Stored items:
##########

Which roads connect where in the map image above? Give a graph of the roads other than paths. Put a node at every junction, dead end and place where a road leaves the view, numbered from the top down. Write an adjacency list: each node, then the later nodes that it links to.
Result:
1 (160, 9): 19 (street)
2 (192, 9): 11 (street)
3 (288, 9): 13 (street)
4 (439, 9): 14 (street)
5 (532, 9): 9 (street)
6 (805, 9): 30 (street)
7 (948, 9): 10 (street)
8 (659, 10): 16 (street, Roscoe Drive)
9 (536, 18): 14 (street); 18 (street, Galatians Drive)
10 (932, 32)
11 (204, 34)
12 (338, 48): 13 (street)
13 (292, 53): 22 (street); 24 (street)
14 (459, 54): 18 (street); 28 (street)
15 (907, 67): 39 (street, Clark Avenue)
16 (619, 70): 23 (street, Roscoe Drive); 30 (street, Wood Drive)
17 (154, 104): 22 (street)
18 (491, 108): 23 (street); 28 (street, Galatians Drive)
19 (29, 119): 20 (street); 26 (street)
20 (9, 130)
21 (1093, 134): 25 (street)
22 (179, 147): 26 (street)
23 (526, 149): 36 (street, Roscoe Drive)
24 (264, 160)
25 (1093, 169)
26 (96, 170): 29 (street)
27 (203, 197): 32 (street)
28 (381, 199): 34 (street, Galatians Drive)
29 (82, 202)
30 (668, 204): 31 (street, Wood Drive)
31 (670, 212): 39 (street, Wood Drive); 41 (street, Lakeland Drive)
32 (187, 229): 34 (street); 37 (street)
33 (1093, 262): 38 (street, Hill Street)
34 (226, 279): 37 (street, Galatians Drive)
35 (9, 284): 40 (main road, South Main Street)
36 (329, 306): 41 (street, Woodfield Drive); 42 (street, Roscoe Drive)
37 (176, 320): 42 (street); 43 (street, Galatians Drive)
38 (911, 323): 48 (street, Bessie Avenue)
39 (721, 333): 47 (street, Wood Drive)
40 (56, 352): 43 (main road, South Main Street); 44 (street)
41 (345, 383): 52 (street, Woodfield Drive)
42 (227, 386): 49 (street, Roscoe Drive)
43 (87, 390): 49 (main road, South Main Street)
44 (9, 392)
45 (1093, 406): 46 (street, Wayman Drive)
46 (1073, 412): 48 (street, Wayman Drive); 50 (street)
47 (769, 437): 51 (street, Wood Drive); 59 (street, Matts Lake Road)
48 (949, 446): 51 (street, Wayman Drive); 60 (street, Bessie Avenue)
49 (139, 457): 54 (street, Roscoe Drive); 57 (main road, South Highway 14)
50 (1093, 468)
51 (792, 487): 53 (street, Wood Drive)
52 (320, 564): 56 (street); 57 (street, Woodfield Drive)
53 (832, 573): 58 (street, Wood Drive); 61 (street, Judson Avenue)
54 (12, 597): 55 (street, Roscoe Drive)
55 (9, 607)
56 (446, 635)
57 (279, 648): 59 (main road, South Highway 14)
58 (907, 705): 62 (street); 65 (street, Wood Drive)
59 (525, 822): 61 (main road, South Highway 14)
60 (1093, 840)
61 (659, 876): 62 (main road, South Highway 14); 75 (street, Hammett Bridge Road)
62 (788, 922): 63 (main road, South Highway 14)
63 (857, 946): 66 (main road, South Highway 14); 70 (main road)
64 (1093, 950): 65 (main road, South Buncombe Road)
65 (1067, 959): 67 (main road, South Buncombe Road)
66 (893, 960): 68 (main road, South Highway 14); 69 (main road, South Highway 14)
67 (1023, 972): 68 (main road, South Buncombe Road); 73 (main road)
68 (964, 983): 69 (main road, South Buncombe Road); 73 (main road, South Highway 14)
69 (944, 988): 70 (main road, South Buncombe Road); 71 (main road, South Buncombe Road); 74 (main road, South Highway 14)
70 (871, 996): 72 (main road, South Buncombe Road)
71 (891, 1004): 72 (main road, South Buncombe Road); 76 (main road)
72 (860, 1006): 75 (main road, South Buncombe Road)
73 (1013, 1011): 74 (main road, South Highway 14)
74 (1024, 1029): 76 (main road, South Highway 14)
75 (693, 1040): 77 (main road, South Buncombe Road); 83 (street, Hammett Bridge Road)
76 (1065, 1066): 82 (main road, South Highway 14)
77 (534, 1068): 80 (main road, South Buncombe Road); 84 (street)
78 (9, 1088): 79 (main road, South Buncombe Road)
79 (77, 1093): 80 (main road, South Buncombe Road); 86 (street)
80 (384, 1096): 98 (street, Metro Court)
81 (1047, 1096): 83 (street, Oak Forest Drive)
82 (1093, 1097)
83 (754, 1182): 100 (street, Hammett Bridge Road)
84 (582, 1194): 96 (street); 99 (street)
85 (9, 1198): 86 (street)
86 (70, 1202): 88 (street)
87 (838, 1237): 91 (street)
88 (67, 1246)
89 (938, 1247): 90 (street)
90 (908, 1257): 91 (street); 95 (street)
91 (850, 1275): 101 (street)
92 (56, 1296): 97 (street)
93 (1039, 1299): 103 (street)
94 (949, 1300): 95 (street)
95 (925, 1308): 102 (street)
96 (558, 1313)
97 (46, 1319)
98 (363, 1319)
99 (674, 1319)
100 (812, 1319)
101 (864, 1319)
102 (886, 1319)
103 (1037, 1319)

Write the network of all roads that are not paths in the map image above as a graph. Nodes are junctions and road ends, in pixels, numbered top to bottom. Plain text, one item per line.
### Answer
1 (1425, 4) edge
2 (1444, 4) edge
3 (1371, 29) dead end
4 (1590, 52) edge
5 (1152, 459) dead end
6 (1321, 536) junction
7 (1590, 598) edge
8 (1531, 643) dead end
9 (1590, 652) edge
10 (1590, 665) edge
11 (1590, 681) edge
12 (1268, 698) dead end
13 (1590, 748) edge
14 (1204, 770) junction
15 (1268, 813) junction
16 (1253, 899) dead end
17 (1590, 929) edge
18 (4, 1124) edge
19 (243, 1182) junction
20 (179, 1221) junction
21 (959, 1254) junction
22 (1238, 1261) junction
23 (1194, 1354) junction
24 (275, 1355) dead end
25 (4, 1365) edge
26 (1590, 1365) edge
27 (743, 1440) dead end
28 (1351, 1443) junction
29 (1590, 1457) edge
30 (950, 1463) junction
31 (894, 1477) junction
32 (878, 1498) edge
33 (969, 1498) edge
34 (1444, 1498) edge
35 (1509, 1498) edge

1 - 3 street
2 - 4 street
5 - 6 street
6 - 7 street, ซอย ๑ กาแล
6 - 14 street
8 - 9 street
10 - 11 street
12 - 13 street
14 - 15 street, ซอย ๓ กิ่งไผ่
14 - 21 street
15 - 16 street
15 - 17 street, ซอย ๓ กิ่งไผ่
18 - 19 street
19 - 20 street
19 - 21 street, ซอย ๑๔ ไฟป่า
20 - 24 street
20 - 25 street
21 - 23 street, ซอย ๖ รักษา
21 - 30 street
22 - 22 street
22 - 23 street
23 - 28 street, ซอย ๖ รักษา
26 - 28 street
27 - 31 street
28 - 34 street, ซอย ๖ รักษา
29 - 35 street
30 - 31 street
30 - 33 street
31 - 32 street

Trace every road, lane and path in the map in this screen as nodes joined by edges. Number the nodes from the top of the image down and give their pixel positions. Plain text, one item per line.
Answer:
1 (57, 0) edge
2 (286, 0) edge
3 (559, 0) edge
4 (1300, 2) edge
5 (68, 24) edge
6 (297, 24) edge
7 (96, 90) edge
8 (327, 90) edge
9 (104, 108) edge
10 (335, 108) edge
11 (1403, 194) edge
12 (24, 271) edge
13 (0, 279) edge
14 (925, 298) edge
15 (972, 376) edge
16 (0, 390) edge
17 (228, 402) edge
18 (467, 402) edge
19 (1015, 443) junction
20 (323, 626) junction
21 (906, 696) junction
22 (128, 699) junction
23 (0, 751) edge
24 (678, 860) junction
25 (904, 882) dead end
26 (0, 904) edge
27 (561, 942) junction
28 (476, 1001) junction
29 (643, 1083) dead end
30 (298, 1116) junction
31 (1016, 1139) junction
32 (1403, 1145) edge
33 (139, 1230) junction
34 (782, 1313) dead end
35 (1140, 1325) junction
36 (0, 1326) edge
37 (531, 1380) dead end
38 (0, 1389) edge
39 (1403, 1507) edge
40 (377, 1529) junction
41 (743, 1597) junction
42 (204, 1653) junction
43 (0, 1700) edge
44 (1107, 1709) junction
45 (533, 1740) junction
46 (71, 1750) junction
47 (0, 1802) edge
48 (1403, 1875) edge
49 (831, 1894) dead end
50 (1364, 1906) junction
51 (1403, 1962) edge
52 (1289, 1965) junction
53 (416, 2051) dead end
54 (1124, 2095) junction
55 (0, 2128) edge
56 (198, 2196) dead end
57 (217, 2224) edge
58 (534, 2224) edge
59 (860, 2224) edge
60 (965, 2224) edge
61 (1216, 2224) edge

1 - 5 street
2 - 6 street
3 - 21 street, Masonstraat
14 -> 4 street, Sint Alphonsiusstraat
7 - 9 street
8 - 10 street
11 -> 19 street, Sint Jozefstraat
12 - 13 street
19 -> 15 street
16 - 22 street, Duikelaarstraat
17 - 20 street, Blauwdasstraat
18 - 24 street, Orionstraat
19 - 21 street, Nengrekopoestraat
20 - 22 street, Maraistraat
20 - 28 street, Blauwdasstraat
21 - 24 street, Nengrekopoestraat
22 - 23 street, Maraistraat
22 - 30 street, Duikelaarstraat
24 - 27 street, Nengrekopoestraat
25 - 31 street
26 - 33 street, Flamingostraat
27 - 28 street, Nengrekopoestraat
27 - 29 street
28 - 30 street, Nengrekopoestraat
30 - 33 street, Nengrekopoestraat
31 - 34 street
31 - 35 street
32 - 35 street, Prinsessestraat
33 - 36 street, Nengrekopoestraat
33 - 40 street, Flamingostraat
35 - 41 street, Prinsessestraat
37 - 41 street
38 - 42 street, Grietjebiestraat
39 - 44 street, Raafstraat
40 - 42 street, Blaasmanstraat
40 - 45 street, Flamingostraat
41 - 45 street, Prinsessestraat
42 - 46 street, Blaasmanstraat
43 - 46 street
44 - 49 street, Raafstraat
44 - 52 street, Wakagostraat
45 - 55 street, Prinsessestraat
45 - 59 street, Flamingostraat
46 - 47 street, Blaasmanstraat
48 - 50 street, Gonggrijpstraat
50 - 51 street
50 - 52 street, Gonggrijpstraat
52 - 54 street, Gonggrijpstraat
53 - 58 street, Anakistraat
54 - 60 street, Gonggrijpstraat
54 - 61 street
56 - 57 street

##########

Exercise aim
Both end lines included, restate word for word the lines above from the line with "Write the network" to the line with "Trace every road, lane", and nothing else.

Written solution
Write the network of all roads that are not paths in the map image above as a graph. Nodes are junctions and road ends, in pixels, numbered top to bottom. Plain text, one item per line.
### Answer
1 (1425, 4) edge
2 (1444, 4) edge
3 (1371, 29) dead end
4 (1590, 52) edge
5 (1152, 459) dead end
6 (1321, 536) junction
7 (1590, 598) edge
8 (1531, 643) dead end
9 (1590, 652) edge
10 (1590, 665) edge
11 (1590, 681) edge
12 (1268, 698) dead end
13 (1590, 748) edge
14 (1204, 770) junction
15 (1268, 813) junction
16 (1253, 899) dead end
17 (1590, 929) edge
18 (4, 1124) edge
19 (243, 1182) junction
20 (179, 1221) junction
21 (959, 1254) junction
22 (1238, 1261) junction
23 (1194, 1354) junction
24 (275, 1355) dead end
25 (4, 1365) edge
26 (1590, 1365) edge
27 (743, 1440) dead end
28 (1351, 1443) junction
29 (1590, 1457) edge
30 (950, 1463) junction
31 (894, 1477) junction
32 (878, 1498) edge
33 (969, 1498) edge
34 (1444, 1498) edge
35 (1509, 1498) edge

1 - 3 street
2 - 4 street
5 - 6 street
6 - 7 street, ซอย ๑ กาแล
6 - 14 street
8 - 9 street
10 - 11 street
12 - 13 street
14 - 15 street, ซอย ๓ กิ่งไผ่
14 - 21 street
15 - 16 street
15 - 17 street, ซอย ๓ กิ่งไผ่
18 - 19 street
19 - 20 street
19 - 21 street, ซอย ๑๔ ไฟป่า
20 - 24 street
20 - 25 street
21 - 23 street, ซอย ๖ รักษา
21 - 30 street
22 - 22 street
22 - 23 street
23 - 28 street, ซอย ๖ รักษา
26 - 28 street
27 - 31 street
28 - 34 street, ซอย ๖ รักษา
29 - 35 street
30 - 31 street
30 - 33 street
31 - 32 street

Trace every road, lane and path in the map in this screen as nodes joined by edges. Number the nodes from the top of the image down and give their pixel positions. Plain text, one item per line.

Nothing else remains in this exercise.